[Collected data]

========================================================================

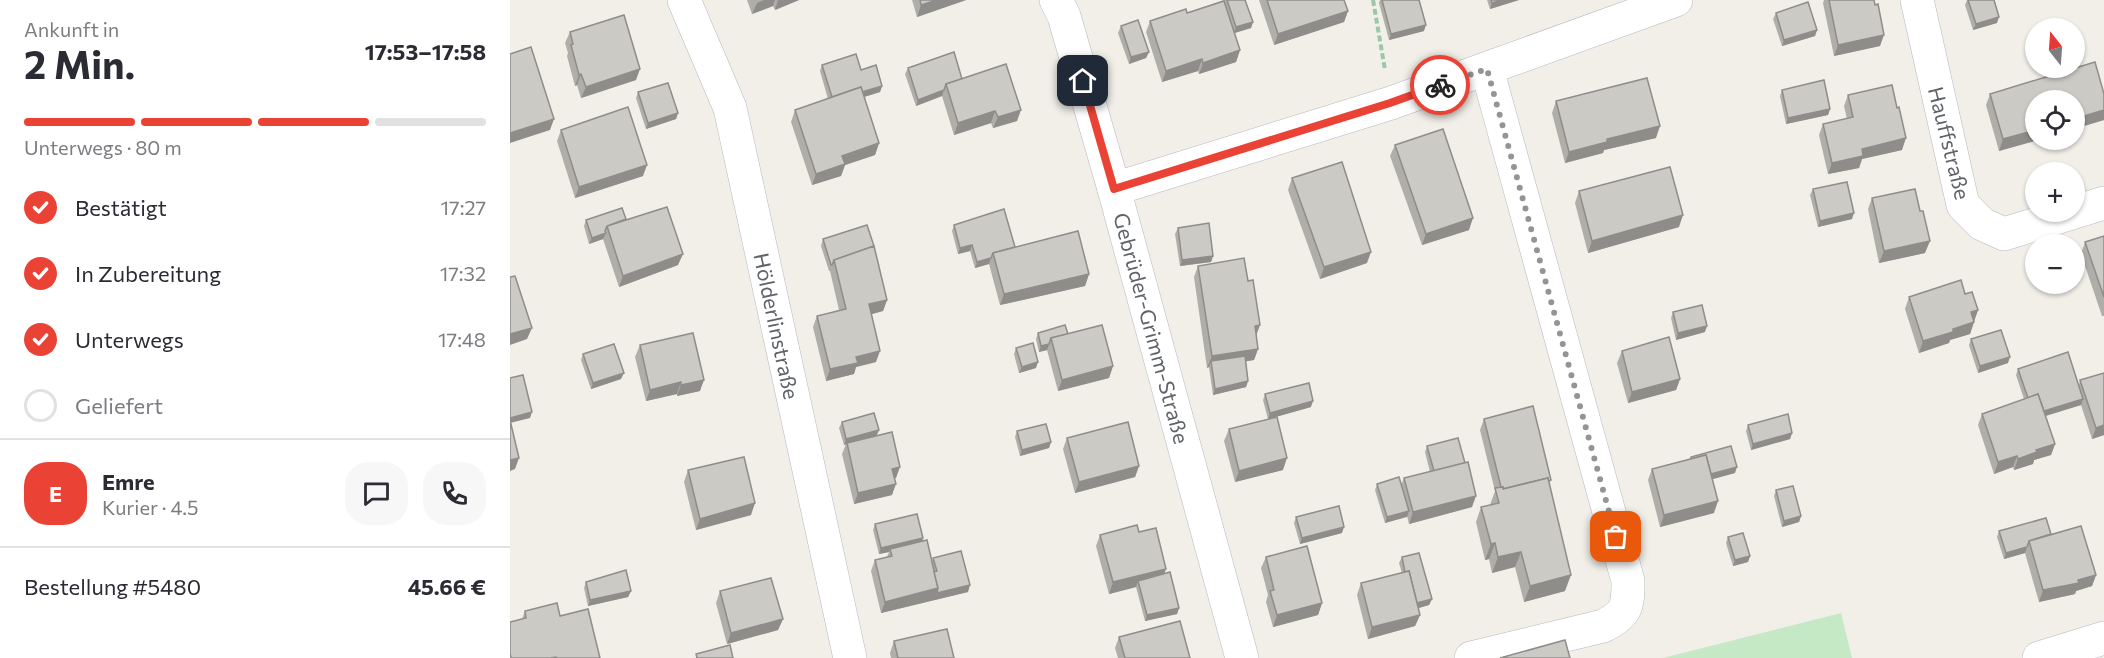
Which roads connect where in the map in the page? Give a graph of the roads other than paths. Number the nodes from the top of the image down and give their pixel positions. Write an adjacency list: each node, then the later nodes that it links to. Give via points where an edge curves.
1 (684, 0): 9 (street, Hölderlinstraße, via 730,108)
2 (1056, 0): 6 (street, Gebrüder-Grimm-Straße)
3 (1676, 0): 5 (street)
4 (1917, 0): 7 (street, Hauffstraße, via 1963,204 1982,224 2004,234)
5 (1487, 69): 6 (street); 11 (street, via 1628,581 1628,604 1618,618 1603,626)
6 (1114, 189): 10 (street, Gebrüder-Grimm-Straße)
7 (2104, 203)
8 (2104, 638): 12 (street)
9 (850, 658)
10 (1242, 658)
11 (1471, 658)
12 (2039, 658)

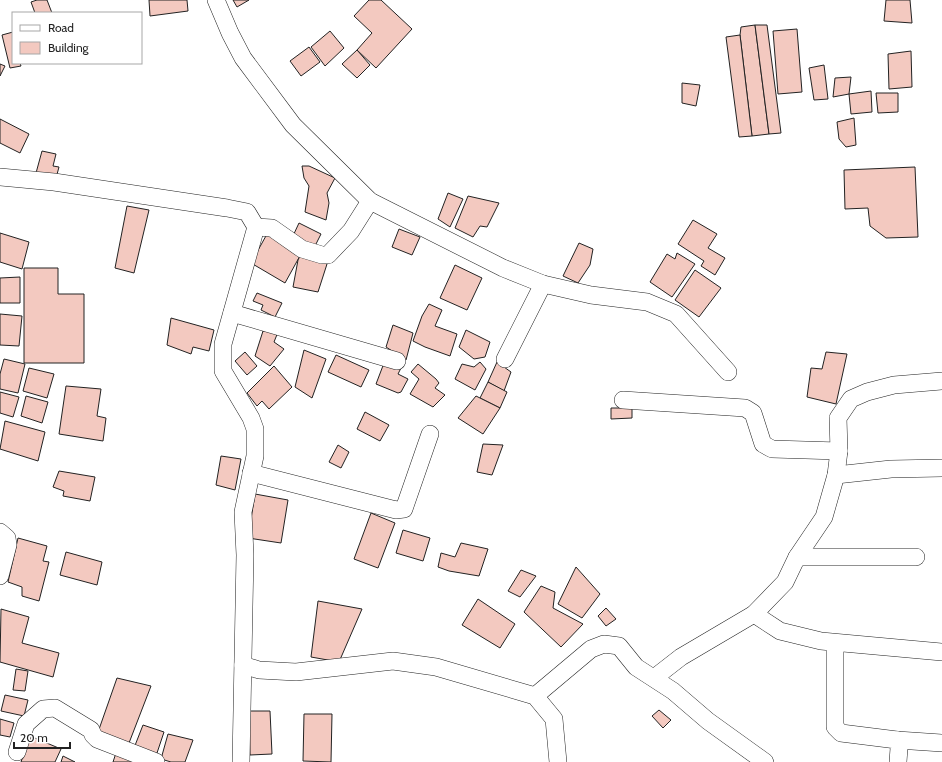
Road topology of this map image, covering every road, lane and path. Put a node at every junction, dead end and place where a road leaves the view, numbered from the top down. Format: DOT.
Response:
graph roads {
  1 [pos="216,0"];
  2 [pos="0,177"];
  3 [pos="370,201"];
  4 [pos="256,227"];
  5 [pos="543,284"];
  6 [pos="232,313"];
  7 [pos="505,359"];
  8 [pos="397,361"];
  9 [pos="728,372"];
  10 [pos="942,381"];
  11 [pos="623,400"];
  12 [pos="430,434"];
  13 [pos="839,451"];
  14 [pos="942,468"];
  15 [pos="251,473"];
  16 [pos="836,475"];
  17 [pos="0,532"];
  18 [pos="797,557"];
  19 [pos="916,557"];
  20 [pos="0,576"];
  21 [pos="754,614"];
  22 [pos="835,643"];
  23 [pos="942,652"];
  24 [pos="243,665"];
  25 [pos="654,678"];
  26 [pos="535,696"];
  27 [pos="897,740"];
  28 [pos="942,743"];
  29 [pos="17,752"];
  30 [pos="156,762"];
  31 [pos="241,762"];
  32 [pos="558,762"];
  33 [pos="765,762"];
  34 [pos="898,762"];
  1 -- 3 [label="street"];
  2 -- 4 [label="street"];
  3 -- 4 [label="street"];
  3 -- 5 [label="street"];
  4 -- 6 [label="street"];
  5 -- 7 [label="street"];
  5 -- 9 [label="street"];
  6 -- 8 [label="street"];
  6 -- 15 [label="street"];
  10 -- 13 [label="street"];
  11 -- 13 [label="street"];
  12 -- 15 [label="street"];
  13 -- 16 [label="street"];
  14 -- 16 [label="street"];
  15 -- 24 [label="street"];
  16 -- 18 [label="street"];
  17 -- 20 [label="street"];
  18 -- 19 [label="street"];
  18 -- 21 [label="street"];
  21 -- 22 [label="street"];
  21 -- 25 [label="street"];
  22 -- 23 [label="street"];
  22 -- 27 [label="street"];
  24 -- 26 [label="street"];
  24 -- 31 [label="street"];
  25 -- 26 [label="street"];
  25 -- 33 [label="street"];
  26 -- 32 [label="street"];
  27 -- 28 [label="street"];
  27 -- 34 [label="street"];
  29 -- 30 [label="street"];
}
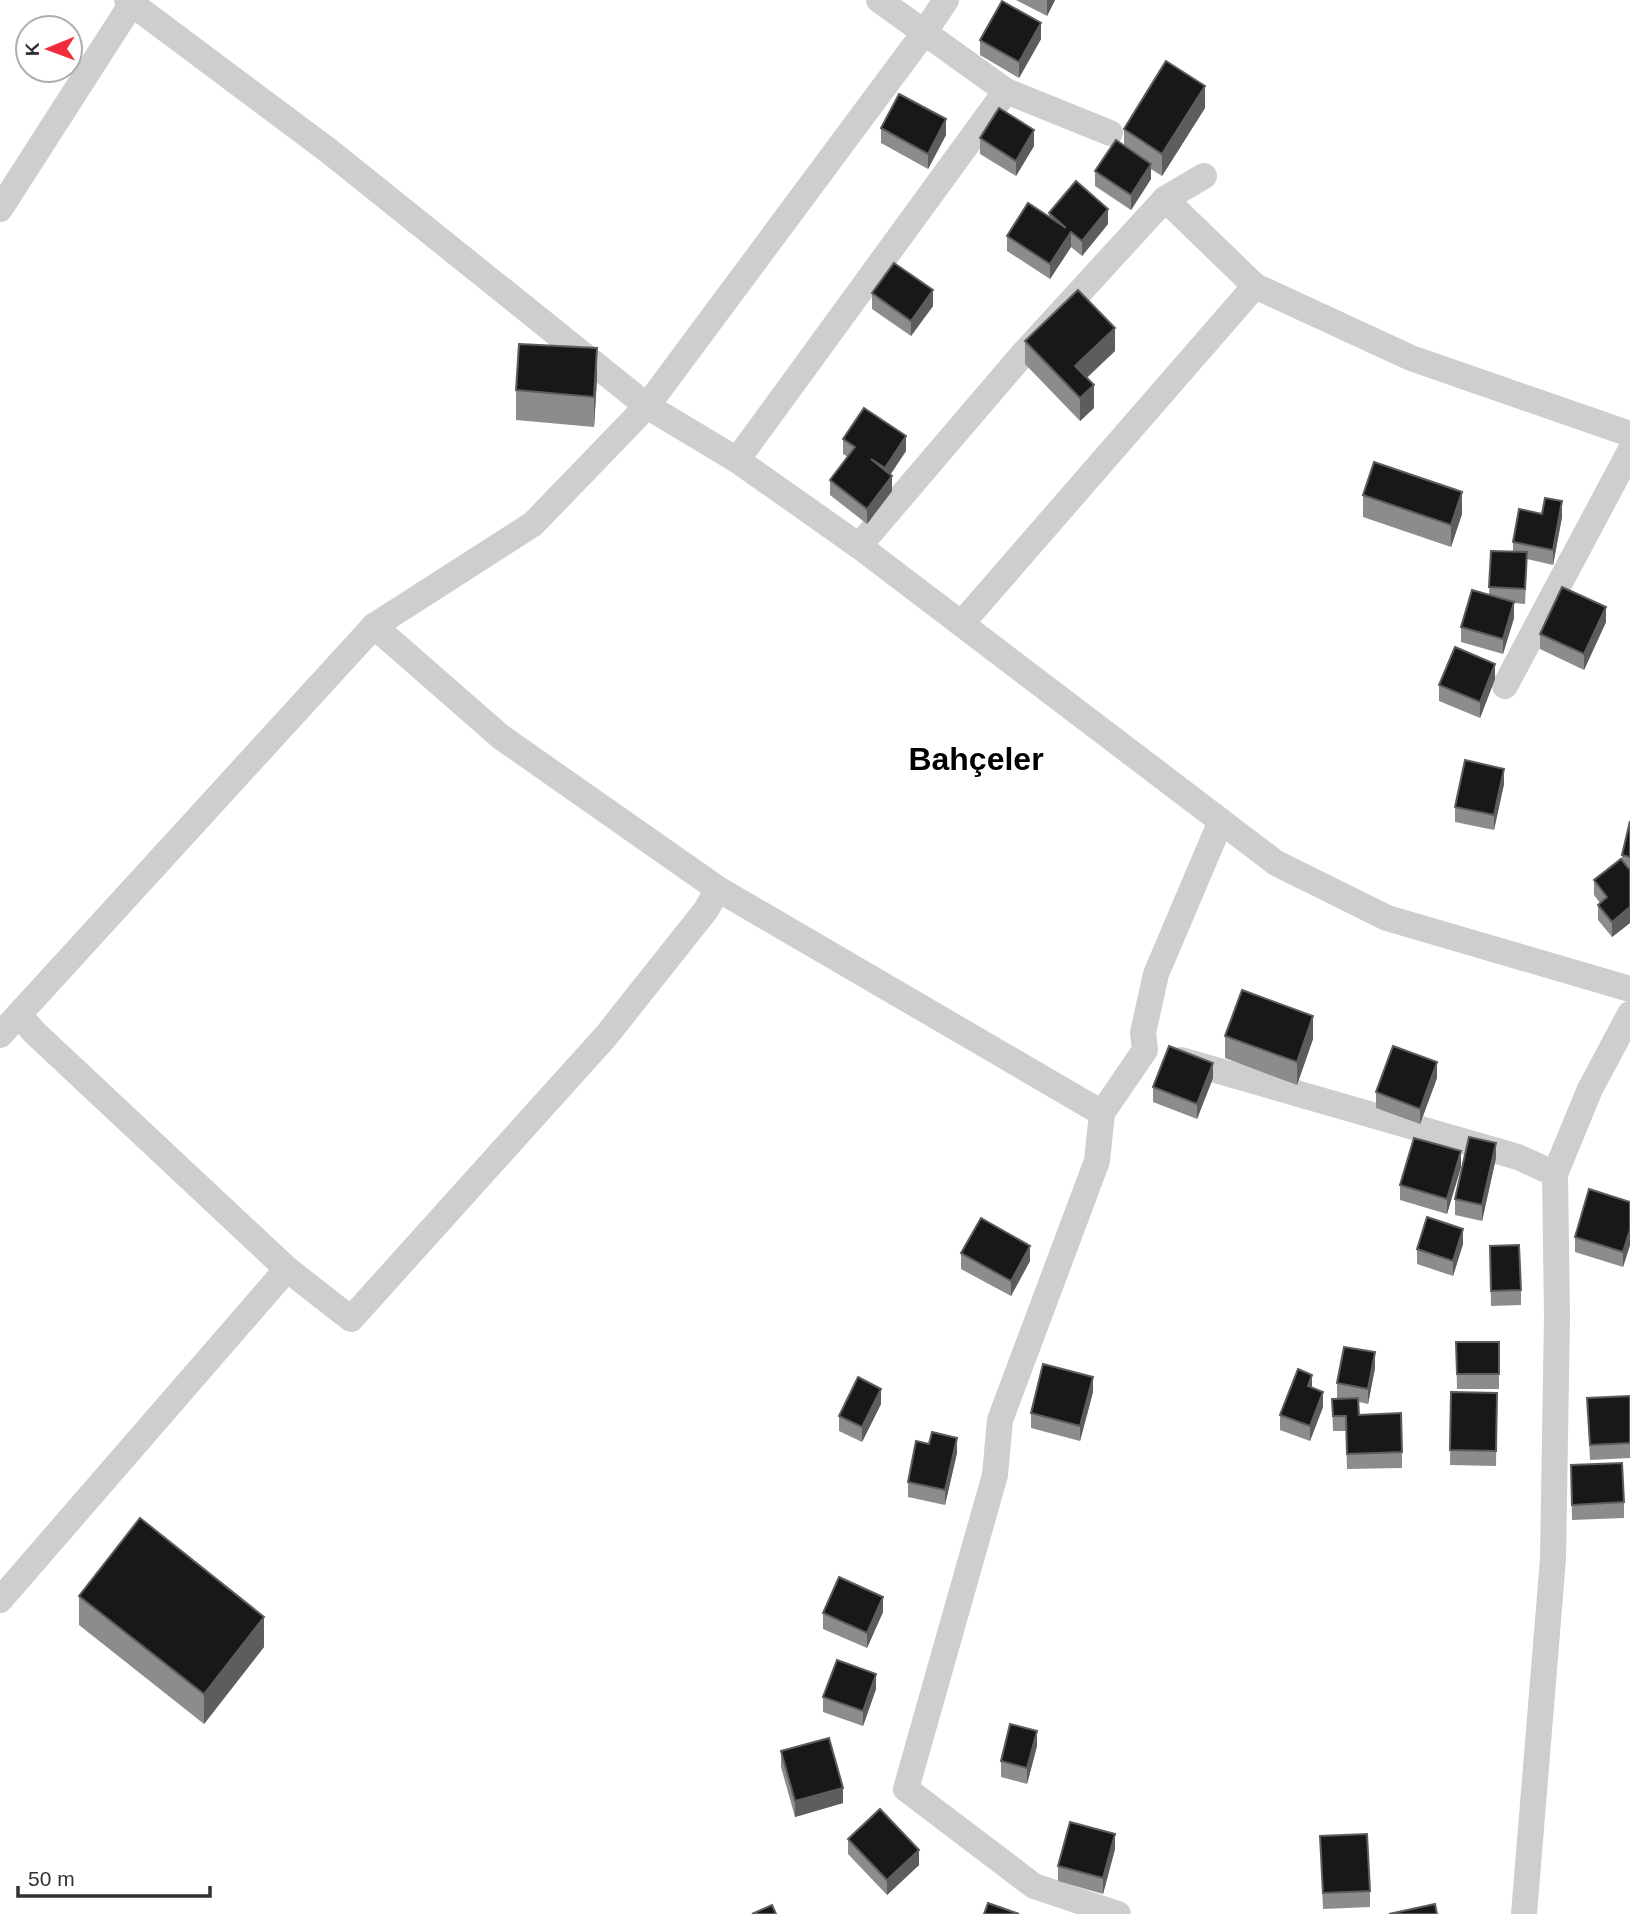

========================================================================

**Goal of the exercise**
Give the records again exactly, without pictures.

**Response below**
Which roads connect where in the map in the page? Give a graph of the roads other than paths. Number the nodes from the top of the image down and give their pixel positions. Write an adjacency list: each node, then the later nodes that it links to. Give via points where an edge curves.
1 (684, 0): 9 (street, Hölderlinstraße, via 730,108)
2 (1056, 0): 6 (street, Gebrüder-Grimm-Straße)
3 (1676, 0): 5 (street)
4 (1917, 0): 7 (street, Hauffstraße, via 1963,204 1982,224 2004,234)
5 (1487, 69): 6 (street); 11 (street, via 1628,581 1628,604 1618,618 1603,626)
6 (1114, 189): 10 (street, Gebrüder-Grimm-Straße)
7 (2104, 203)
8 (2104, 638): 12 (street)
9 (850, 658)
10 (1242, 658)
11 (1471, 658)
12 (2039, 658)

Road topology of this map image, covering every road, lane and path. Put a node at every junction, dead end and place where a road leaves the view, numbered from the top down. Format: DOT.
Response:
graph roads {
  1 [pos="216,0"];
  2 [pos="0,177"];
  3 [pos="370,201"];
  4 [pos="256,227"];
  5 [pos="543,284"];
  6 [pos="232,313"];
  7 [pos="505,359"];
  8 [pos="397,361"];
  9 [pos="728,372"];
  10 [pos="942,381"];
  11 [pos="623,400"];
  12 [pos="430,434"];
  13 [pos="839,451"];
  14 [pos="942,468"];
  15 [pos="251,473"];
  16 [pos="836,475"];
  17 [pos="0,532"];
  18 [pos="797,557"];
  19 [pos="916,557"];
  20 [pos="0,576"];
  21 [pos="754,614"];
  22 [pos="835,643"];
  23 [pos="942,652"];
  24 [pos="243,665"];
  25 [pos="654,678"];
  26 [pos="535,696"];
  27 [pos="897,740"];
  28 [pos="942,743"];
  29 [pos="17,752"];
  30 [pos="156,762"];
  31 [pos="241,762"];
  32 [pos="558,762"];
  33 [pos="765,762"];
  34 [pos="898,762"];
  1 -- 3 [label="street"];
  2 -- 4 [label="street"];
  3 -- 4 [label="street"];
  3 -- 5 [label="street"];
  4 -- 6 [label="street"];
  5 -- 7 [label="street"];
  5 -- 9 [label="street"];
  6 -- 8 [label="street"];
  6 -- 15 [label="street"];
  10 -- 13 [label="street"];
  11 -- 13 [label="street"];
  12 -- 15 [label="street"];
  13 -- 16 [label="street"];
  14 -- 16 [label="street"];
  15 -- 24 [label="street"];
  16 -- 18 [label="street"];
  17 -- 20 [label="street"];
  18 -- 19 [label="street"];
  18 -- 21 [label="street"];
  21 -- 22 [label="street"];
  21 -- 25 [label="street"];
  22 -- 23 [label="street"];
  22 -- 27 [label="street"];
  24 -- 26 [label="street"];
  24 -- 31 [label="street"];
  25 -- 26 [label="street"];
  25 -- 33 [label="street"];
  26 -- 32 [label="street"];
  27 -- 28 [label="street"];
  27 -- 34 [label="street"];
  29 -- 30 [label="street"];
}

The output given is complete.